The most important condition in the etiology of caries is the oral environ­ment of the teeth—the purely external factors that act on their surfaces. Diet, in its relation to dental oral-environment, is the principal factor. Deter­gent and cleansing actions of the diet of primitive groups are very important in defence against caries. High incidence of caries in civilized races appears to be due to a combination of factors intimately connected with refinements of modern ” civilized ” diets. Primitive Bantu of South Africa are relatively immune to caries. This degree of immunity (a) is greatly diminished when habits and modes of life associated with civilized surroundings are adopted (although urban Bantu are less susceptible to caries than the European races of South Africa) ; (b) is not due to any inherent differences in teeth; and (c) appears to be dependent upon a combination of factors external to teeth. The slight susceptibility of primitive Bantu to caries may be due to fermenta­tion of carbohydrates in the sugar cane and honey in their diet. Compared with the amounts of sugar consumed by Europeans and urban Bantu, the quantities eaten by primitive Bantu are relatively small. In this fact is probably found the chief explanation of the relative immunity of the Bantu to caries.

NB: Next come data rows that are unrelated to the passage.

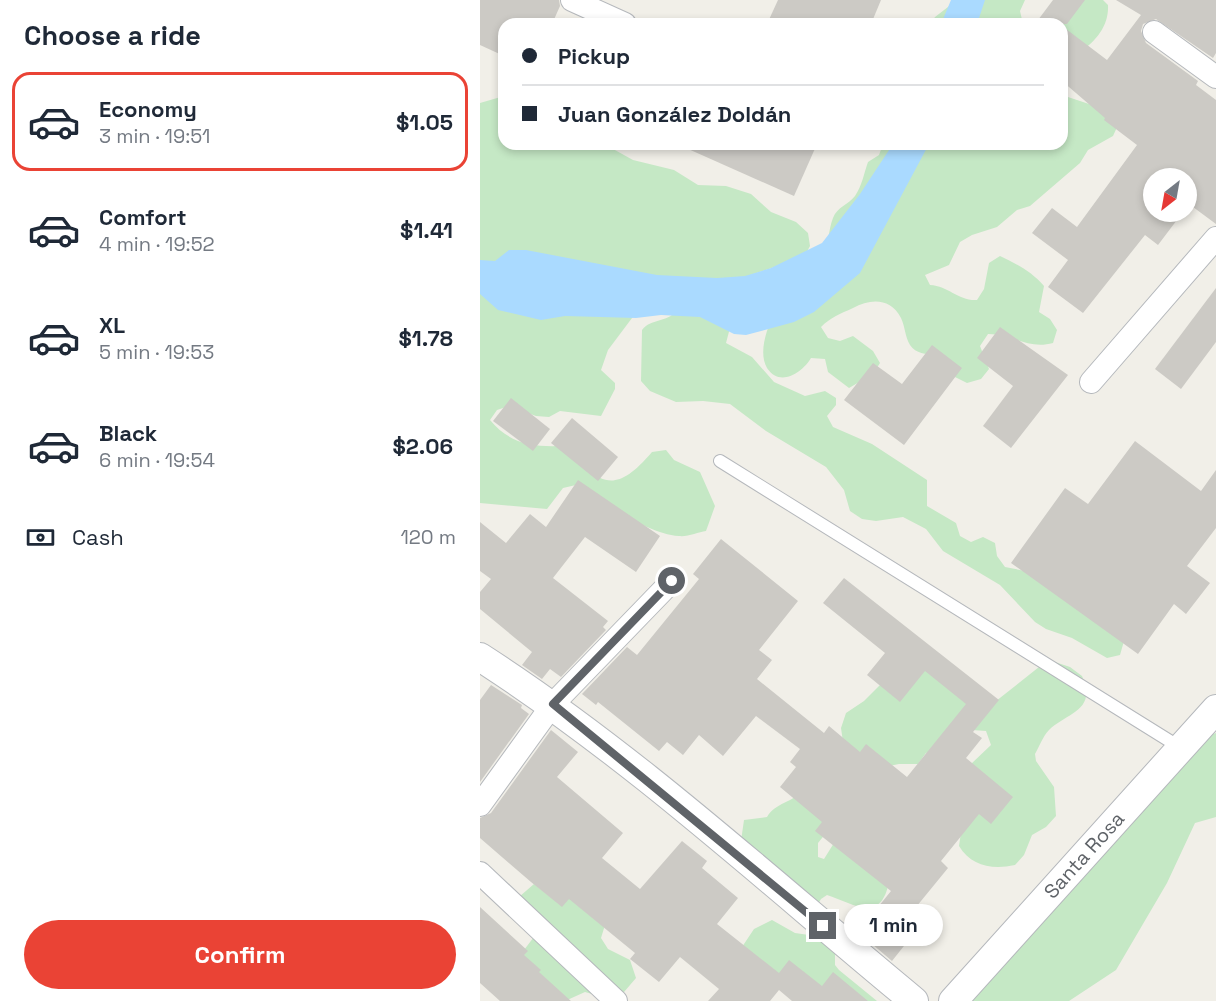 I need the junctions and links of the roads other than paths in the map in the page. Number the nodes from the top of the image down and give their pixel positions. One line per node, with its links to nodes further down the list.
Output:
1 (572, 0): 2 (street)
2 (611, 18)
3 (1155, 32): 4 (street)
4 (1216, 77)
5 (1216, 238): 6 (street)
6 (1091, 382)
7 (720, 461): 12 (lane)
8 (672, 581): 10 (street)
9 (480, 657): 10 (street)
10 (553, 704): 13 (street); 16 (street)
11 (1216, 709): 12 (street, Santa Rosa)
12 (1181, 748): 17 (street, Santa Rosa)
13 (480, 805)
14 (480, 873): 15 (street)
15 (616, 1001)
16 (914, 1001)
17 (953, 1001)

In composition, microscopic structure, and reaction to acids, the teeth of primitive Bantu do not differ in any way from European. No hypoplasia has been found in teeth of Bantu, although in the primitive state they often live on diet deficient in essential food factors ; their intake of calcium and phosphorus is usually low ; and, although largely vegetarian, they receive a bare sufficiency of vitamins, either in food or through exposure to sunlight—several have shown deficiency of vitamin C; yet there is high resistance to caries. One of the most important factors rendering primitive Bantu relatively immune to caries is the shape of the jaws. When Bantu adopt diets associated with civilization—even when there is either no decrease in the quantity of vitamins or an increase—the jaws and teeth deteriorate. In primitive Bantu the mouth environment appears to be neutral or slightly acid ; in the European mouth, there is greater acid concentration; urban Bantu are intermediate. These conditions agree with the fact that caries occurs in greatest degree in Europeans—least in primitive Bantu. Compared with Bantu, Europeans show more carious cavities, and greater oral acidity. The mechanical factors in the superior masticatory apparatus of Bantu, or the cleansing effects of primitive foods, increase resistance of Bantu against caries. Ropey saliva and ” dirty mouth ” are often associated with the greatest degree of caries in primitive Bantu ; but not in Europeans of South Africa. The main article of Bantu diet is maize. This cereal, when prepared in primitive fashion, has no apparent deleterious effect on development, structure, composition or subsequent behavior of teeth. The action of sour milk in primitive diets, as opposed to fresh sweet milk in civilized diets, appears to be an important factor in prevention of caries. The Bantu exhibit marked susceptibility to degeneration of gums and adjacent tissues. Factors that frequently cause unhealthy conditions in Europeans are often absent in Bantu, yet the latter race appears to be highly susceptible to degeneration of the soft tissues of the mouth.

Reference: S. Afr. J. Med. Sci. (suppl.), 1938.